[Collected data entries]
##########

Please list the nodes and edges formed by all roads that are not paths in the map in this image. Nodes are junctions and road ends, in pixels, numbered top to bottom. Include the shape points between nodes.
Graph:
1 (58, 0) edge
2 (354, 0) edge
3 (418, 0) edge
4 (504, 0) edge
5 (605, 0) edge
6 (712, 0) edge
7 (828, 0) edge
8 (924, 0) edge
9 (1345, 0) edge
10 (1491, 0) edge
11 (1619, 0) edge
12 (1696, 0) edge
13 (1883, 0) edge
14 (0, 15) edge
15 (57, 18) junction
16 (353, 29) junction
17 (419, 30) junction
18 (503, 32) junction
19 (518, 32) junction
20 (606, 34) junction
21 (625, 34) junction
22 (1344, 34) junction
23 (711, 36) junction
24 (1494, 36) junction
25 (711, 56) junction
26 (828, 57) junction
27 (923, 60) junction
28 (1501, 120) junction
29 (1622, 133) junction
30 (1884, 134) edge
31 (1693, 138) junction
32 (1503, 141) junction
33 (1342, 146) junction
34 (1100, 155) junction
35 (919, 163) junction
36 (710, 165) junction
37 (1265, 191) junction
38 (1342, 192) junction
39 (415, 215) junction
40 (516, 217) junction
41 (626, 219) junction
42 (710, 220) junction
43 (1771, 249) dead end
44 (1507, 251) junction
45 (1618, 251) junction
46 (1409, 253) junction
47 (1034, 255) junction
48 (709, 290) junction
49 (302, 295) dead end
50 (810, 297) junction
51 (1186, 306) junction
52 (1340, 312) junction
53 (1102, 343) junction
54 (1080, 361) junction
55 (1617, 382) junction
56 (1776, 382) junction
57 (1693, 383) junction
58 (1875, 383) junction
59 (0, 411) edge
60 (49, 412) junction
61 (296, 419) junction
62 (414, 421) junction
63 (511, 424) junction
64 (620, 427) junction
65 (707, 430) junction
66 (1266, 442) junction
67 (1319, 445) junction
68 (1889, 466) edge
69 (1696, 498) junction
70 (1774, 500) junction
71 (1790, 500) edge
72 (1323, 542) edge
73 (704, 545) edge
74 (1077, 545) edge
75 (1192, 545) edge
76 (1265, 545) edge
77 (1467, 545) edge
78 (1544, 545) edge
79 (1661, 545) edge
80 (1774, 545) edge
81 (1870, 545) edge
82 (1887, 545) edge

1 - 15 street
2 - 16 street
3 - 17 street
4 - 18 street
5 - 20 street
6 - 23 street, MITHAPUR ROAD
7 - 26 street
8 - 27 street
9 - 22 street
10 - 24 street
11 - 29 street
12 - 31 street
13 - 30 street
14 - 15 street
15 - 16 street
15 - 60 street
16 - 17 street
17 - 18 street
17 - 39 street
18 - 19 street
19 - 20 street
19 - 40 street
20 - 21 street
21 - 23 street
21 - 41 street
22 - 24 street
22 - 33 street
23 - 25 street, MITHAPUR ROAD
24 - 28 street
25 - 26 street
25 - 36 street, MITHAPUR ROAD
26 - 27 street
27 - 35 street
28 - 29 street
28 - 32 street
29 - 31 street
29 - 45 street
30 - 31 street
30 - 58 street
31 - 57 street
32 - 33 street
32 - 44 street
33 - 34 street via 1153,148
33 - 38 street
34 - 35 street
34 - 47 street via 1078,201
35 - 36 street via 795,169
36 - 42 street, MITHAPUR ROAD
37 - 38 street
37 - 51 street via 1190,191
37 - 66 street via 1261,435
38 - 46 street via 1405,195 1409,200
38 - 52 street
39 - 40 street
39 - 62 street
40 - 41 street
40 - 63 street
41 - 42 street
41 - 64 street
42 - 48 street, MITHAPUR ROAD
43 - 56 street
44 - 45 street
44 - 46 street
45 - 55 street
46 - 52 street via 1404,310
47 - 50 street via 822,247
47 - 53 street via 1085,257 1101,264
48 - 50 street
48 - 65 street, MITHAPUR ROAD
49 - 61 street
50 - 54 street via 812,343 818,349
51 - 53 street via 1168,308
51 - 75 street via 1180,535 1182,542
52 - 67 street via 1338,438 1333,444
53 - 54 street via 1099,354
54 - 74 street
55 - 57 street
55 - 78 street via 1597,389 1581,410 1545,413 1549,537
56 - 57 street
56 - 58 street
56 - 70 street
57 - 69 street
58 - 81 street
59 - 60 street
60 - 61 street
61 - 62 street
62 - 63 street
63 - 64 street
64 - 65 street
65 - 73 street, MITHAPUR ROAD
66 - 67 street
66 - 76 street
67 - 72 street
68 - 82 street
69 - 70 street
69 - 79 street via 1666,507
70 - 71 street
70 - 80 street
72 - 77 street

##########

How to complete this task: Write out the data above again, word for word.

Response below:
Please list the nodes and edges formed by all roads that are not paths in the map in this image. Nodes are junctions and road ends, in pixels, numbered top to bottom. Include the shape points between nodes.
Graph:
1 (58, 0) edge
2 (354, 0) edge
3 (418, 0) edge
4 (504, 0) edge
5 (605, 0) edge
6 (712, 0) edge
7 (828, 0) edge
8 (924, 0) edge
9 (1345, 0) edge
10 (1491, 0) edge
11 (1619, 0) edge
12 (1696, 0) edge
13 (1883, 0) edge
14 (0, 15) edge
15 (57, 18) junction
16 (353, 29) junction
17 (419, 30) junction
18 (503, 32) junction
19 (518, 32) junction
20 (606, 34) junction
21 (625, 34) junction
22 (1344, 34) junction
23 (711, 36) junction
24 (1494, 36) junction
25 (711, 56) junction
26 (828, 57) junction
27 (923, 60) junction
28 (1501, 120) junction
29 (1622, 133) junction
30 (1884, 134) edge
31 (1693, 138) junction
32 (1503, 141) junction
33 (1342, 146) junction
34 (1100, 155) junction
35 (919, 163) junction
36 (710, 165) junction
37 (1265, 191) junction
38 (1342, 192) junction
39 (415, 215) junction
40 (516, 217) junction
41 (626, 219) junction
42 (710, 220) junction
43 (1771, 249) dead end
44 (1507, 251) junction
45 (1618, 251) junction
46 (1409, 253) junction
47 (1034, 255) junction
48 (709, 290) junction
49 (302, 295) dead end
50 (810, 297) junction
51 (1186, 306) junction
52 (1340, 312) junction
53 (1102, 343) junction
54 (1080, 361) junction
55 (1617, 382) junction
56 (1776, 382) junction
57 (1693, 383) junction
58 (1875, 383) junction
59 (0, 411) edge
60 (49, 412) junction
61 (296, 419) junction
62 (414, 421) junction
63 (511, 424) junction
64 (620, 427) junction
65 (707, 430) junction
66 (1266, 442) junction
67 (1319, 445) junction
68 (1889, 466) edge
69 (1696, 498) junction
70 (1774, 500) junction
71 (1790, 500) edge
72 (1323, 542) edge
73 (704, 545) edge
74 (1077, 545) edge
75 (1192, 545) edge
76 (1265, 545) edge
77 (1467, 545) edge
78 (1544, 545) edge
79 (1661, 545) edge
80 (1774, 545) edge
81 (1870, 545) edge
82 (1887, 545) edge

1 - 15 street
2 - 16 street
3 - 17 street
4 - 18 street
5 - 20 street
6 - 23 street, MITHAPUR ROAD
7 - 26 street
8 - 27 street
9 - 22 street
10 - 24 street
11 - 29 street
12 - 31 street
13 - 30 street
14 - 15 street
15 - 16 street
15 - 60 street
16 - 17 street
17 - 18 street
17 - 39 street
18 - 19 street
19 - 20 street
19 - 40 street
20 - 21 street
21 - 23 street
21 - 41 street
22 - 24 street
22 - 33 street
23 - 25 street, MITHAPUR ROAD
24 - 28 street
25 - 26 street
25 - 36 street, MITHAPUR ROAD
26 - 27 street
27 - 35 street
28 - 29 street
28 - 32 street
29 - 31 street
29 - 45 street
30 - 31 street
30 - 58 street
31 - 57 street
32 - 33 street
32 - 44 street
33 - 34 street via 1153,148
33 - 38 street
34 - 35 street
34 - 47 street via 1078,201
35 - 36 street via 795,169
36 - 42 street, MITHAPUR ROAD
37 - 38 street
37 - 51 street via 1190,191
37 - 66 street via 1261,435
38 - 46 street via 1405,195 1409,200
38 - 52 street
39 - 40 street
39 - 62 street
40 - 41 street
40 - 63 street
41 - 42 street
41 - 64 street
42 - 48 street, MITHAPUR ROAD
43 - 56 street
44 - 45 street
44 - 46 street
45 - 55 street
46 - 52 street via 1404,310
47 - 50 street via 822,247
47 - 53 street via 1085,257 1101,264
48 - 50 street
48 - 65 street, MITHAPUR ROAD
49 - 61 street
50 - 54 street via 812,343 818,349
51 - 53 street via 1168,308
51 - 75 street via 1180,535 1182,542
52 - 67 street via 1338,438 1333,444
53 - 54 street via 1099,354
54 - 74 street
55 - 57 street
55 - 78 street via 1597,389 1581,410 1545,413 1549,537
56 - 57 street
56 - 58 street
56 - 70 street
57 - 69 street
58 - 81 street
59 - 60 street
60 - 61 street
61 - 62 street
62 - 63 street
63 - 64 street
64 - 65 street
65 - 73 street, MITHAPUR ROAD
66 - 67 street
66 - 76 street
67 - 72 street
68 - 82 street
69 - 70 street
69 - 79 street via 1666,507
70 - 71 street
70 - 80 street
72 - 77 street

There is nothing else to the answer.